EXERCISE PROMPT =>
Below are records; count how many of their lines contain the word "THRESHER" and give the number alone.

INFORMATION PROVIDED =>
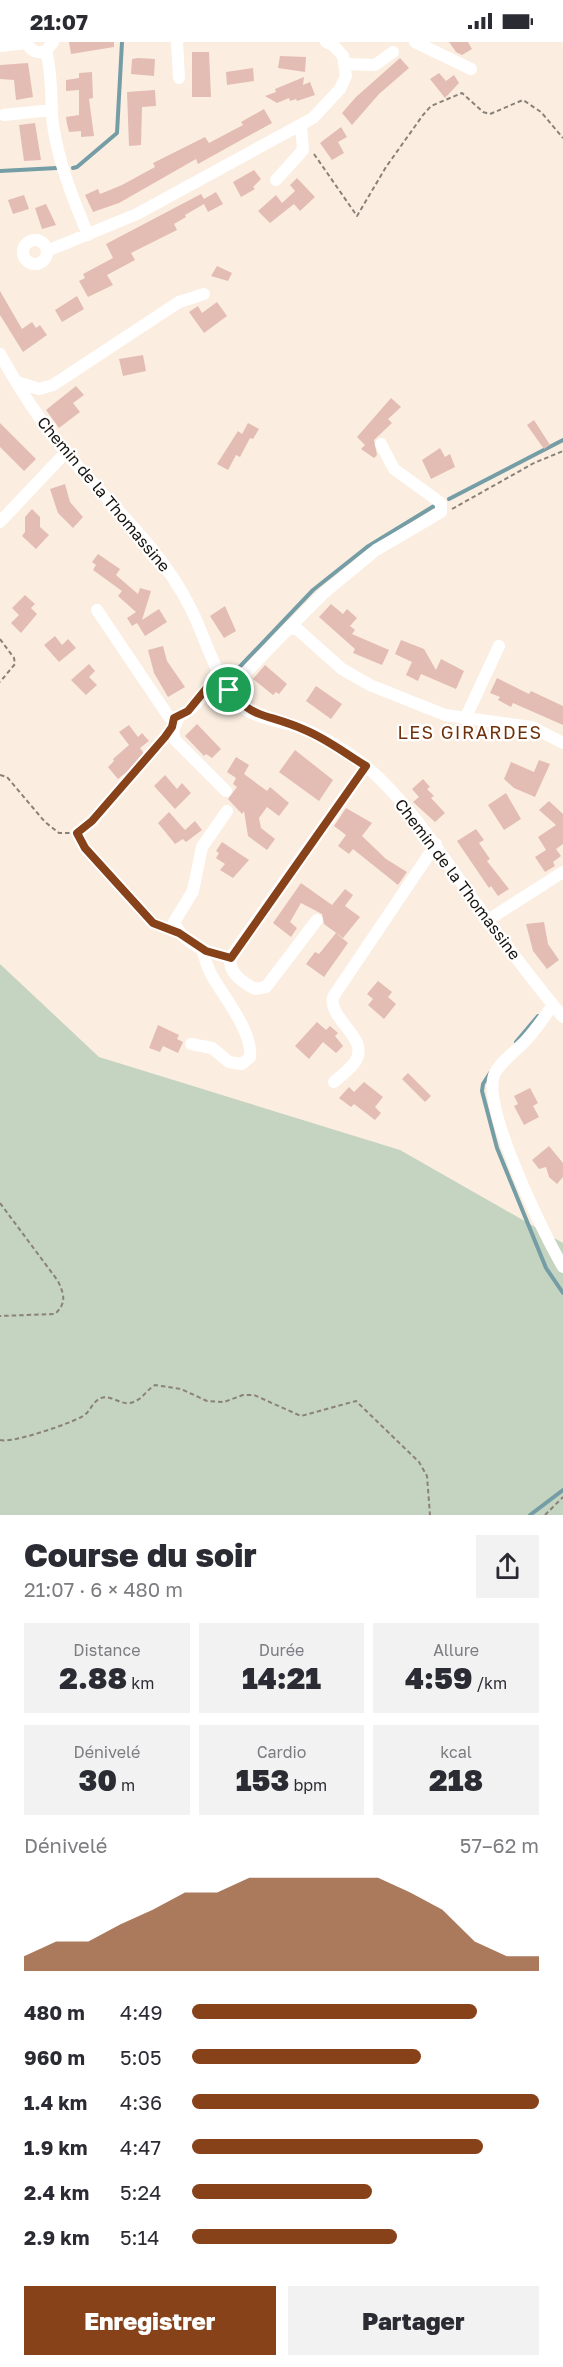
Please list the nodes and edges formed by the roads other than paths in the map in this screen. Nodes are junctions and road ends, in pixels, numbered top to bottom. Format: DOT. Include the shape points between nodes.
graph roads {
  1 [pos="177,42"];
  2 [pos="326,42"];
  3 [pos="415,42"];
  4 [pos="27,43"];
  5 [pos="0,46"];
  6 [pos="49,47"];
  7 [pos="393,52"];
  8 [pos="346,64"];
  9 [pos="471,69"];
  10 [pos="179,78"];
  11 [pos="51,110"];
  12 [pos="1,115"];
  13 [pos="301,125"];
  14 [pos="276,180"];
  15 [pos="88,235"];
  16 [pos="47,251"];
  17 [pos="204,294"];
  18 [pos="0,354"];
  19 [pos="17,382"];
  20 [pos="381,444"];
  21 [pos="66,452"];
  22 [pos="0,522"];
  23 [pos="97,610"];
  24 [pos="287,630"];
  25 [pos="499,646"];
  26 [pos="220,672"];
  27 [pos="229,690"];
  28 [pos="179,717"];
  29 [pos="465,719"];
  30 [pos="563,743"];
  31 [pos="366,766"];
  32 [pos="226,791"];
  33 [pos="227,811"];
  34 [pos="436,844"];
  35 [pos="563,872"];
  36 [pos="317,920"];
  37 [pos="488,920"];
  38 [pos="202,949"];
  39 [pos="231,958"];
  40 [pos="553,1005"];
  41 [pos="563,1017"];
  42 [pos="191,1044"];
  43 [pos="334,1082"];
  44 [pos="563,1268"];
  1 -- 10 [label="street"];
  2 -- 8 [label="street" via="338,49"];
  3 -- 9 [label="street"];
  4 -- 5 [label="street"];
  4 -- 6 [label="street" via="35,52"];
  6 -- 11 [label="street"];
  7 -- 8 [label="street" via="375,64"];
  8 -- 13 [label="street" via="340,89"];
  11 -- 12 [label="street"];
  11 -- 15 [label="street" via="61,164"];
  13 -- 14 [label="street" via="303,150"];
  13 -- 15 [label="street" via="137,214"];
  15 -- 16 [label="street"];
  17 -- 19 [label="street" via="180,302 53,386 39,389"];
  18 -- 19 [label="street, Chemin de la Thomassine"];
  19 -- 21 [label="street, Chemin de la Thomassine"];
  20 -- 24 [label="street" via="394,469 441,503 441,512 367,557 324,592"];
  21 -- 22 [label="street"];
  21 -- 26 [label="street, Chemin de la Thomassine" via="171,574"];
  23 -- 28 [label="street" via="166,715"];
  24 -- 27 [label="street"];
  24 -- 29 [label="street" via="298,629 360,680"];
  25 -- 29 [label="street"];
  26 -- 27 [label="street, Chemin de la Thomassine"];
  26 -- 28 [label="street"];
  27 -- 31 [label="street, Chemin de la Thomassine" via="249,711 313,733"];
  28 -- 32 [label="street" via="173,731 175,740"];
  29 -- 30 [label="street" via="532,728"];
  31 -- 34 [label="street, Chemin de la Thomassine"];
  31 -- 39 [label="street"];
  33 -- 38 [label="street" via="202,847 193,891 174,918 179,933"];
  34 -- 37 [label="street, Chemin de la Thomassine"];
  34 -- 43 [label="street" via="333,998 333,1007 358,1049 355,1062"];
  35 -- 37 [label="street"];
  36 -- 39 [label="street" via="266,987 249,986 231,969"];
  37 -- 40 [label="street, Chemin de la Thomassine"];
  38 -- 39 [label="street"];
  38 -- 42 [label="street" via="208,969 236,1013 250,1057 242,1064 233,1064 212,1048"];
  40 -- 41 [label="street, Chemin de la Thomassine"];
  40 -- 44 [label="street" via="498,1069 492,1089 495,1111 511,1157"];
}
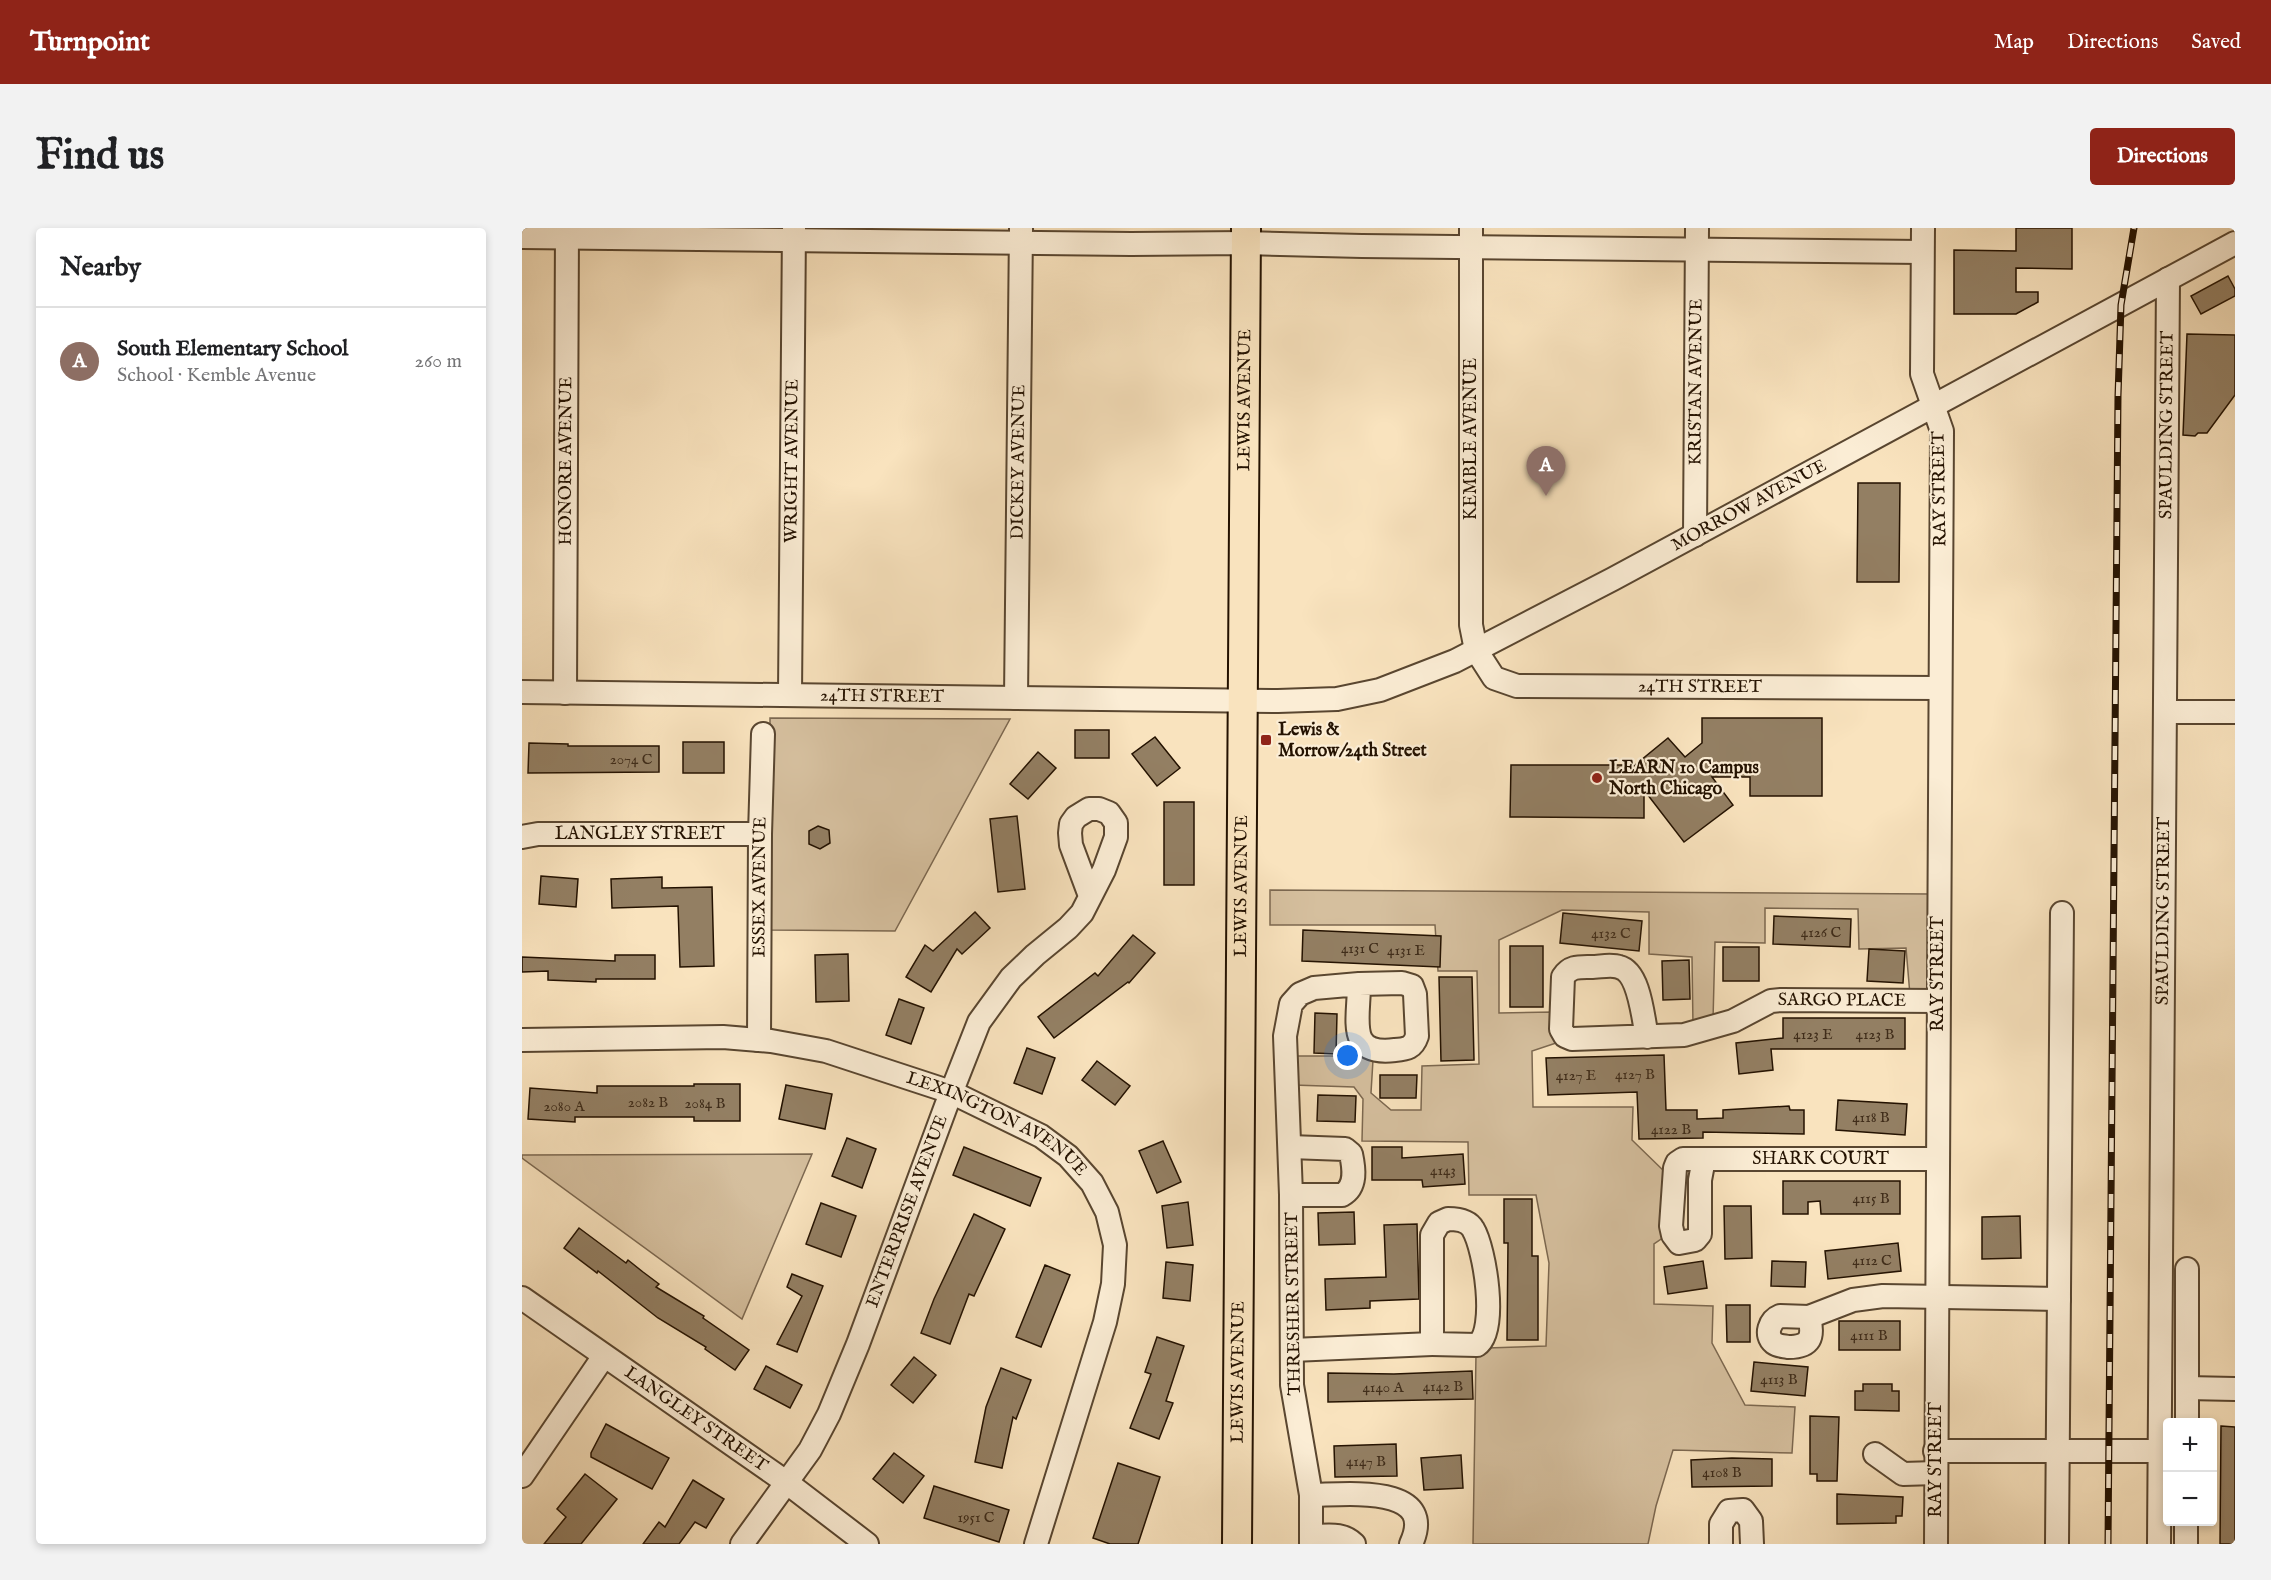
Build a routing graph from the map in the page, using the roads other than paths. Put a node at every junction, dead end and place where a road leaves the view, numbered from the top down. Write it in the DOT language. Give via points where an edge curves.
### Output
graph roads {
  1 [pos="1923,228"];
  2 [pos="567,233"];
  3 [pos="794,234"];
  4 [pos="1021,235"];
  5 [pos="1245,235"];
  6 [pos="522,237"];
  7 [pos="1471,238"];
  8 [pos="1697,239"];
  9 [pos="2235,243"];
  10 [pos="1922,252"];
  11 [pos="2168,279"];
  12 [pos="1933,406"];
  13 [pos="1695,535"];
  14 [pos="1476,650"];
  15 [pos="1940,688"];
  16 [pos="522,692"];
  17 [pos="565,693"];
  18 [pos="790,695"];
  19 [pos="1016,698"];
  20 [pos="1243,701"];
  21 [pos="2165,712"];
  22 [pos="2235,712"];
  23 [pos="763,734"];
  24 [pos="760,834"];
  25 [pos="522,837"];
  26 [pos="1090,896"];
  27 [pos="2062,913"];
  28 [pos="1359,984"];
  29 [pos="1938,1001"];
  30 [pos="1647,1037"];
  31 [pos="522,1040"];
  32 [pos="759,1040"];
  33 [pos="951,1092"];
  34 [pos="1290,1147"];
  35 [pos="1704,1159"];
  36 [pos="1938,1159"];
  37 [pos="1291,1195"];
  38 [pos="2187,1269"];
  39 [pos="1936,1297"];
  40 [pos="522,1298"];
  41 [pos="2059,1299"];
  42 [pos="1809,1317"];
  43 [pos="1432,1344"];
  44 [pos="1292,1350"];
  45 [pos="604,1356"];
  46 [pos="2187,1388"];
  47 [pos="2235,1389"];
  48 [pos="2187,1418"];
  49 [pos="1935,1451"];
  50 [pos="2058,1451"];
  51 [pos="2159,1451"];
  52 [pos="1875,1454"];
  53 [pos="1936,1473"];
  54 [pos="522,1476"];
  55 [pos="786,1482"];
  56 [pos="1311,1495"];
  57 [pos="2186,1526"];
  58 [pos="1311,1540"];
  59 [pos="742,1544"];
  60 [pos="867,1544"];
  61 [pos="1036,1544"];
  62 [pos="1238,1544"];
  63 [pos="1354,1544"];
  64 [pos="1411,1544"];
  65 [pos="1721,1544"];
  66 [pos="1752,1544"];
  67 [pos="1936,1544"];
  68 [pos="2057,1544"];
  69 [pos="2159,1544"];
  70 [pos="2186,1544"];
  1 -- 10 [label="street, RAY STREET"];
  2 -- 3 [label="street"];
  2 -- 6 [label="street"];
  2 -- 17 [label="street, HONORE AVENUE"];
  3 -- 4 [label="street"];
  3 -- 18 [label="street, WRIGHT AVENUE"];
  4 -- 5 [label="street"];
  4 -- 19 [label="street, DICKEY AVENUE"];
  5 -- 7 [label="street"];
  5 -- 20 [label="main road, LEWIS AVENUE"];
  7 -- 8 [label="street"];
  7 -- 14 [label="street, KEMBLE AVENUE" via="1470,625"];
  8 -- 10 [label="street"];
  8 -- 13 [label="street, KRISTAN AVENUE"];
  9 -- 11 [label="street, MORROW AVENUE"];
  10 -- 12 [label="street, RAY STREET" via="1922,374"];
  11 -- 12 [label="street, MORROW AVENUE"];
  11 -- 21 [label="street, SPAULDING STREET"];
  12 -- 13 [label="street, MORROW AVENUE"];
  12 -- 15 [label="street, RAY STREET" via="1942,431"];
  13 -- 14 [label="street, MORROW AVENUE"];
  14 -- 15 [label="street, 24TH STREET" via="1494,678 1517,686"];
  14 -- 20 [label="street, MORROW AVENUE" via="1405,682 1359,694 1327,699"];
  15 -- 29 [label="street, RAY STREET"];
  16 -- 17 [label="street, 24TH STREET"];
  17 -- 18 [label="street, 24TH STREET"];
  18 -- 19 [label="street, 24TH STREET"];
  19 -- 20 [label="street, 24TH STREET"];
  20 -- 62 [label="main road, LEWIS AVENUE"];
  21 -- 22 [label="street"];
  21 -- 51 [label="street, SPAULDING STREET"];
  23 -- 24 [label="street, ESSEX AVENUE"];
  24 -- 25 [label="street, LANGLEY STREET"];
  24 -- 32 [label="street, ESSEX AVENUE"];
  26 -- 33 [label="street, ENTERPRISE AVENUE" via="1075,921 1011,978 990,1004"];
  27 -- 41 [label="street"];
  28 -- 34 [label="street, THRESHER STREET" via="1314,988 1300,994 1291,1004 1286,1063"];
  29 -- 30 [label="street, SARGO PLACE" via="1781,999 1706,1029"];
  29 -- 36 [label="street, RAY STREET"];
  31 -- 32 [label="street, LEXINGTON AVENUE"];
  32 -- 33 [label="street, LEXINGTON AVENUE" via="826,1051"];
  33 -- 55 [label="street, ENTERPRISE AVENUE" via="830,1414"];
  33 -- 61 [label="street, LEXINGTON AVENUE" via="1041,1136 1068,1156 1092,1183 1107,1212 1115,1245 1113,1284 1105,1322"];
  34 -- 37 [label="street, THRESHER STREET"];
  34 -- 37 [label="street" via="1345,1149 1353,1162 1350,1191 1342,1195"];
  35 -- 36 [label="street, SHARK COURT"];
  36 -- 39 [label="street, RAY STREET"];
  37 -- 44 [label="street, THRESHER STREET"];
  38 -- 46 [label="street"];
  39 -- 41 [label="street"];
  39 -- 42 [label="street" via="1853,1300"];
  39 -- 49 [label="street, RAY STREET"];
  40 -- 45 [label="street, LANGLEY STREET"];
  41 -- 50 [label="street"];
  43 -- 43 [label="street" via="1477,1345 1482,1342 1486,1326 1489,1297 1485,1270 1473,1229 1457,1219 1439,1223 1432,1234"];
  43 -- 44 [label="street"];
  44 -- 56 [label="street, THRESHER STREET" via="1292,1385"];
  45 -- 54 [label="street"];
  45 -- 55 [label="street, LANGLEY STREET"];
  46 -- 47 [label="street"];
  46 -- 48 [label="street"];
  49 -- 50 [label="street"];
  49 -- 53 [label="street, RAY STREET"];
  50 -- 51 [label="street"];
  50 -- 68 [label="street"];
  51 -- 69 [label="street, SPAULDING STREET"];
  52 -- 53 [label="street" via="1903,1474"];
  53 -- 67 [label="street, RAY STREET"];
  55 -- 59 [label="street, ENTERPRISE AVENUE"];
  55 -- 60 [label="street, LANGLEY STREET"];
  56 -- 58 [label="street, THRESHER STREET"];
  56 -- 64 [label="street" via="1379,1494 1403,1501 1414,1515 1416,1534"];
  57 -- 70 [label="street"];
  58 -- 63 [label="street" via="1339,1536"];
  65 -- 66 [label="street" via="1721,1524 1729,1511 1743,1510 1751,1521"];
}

WRITTEN ANSWER =>
5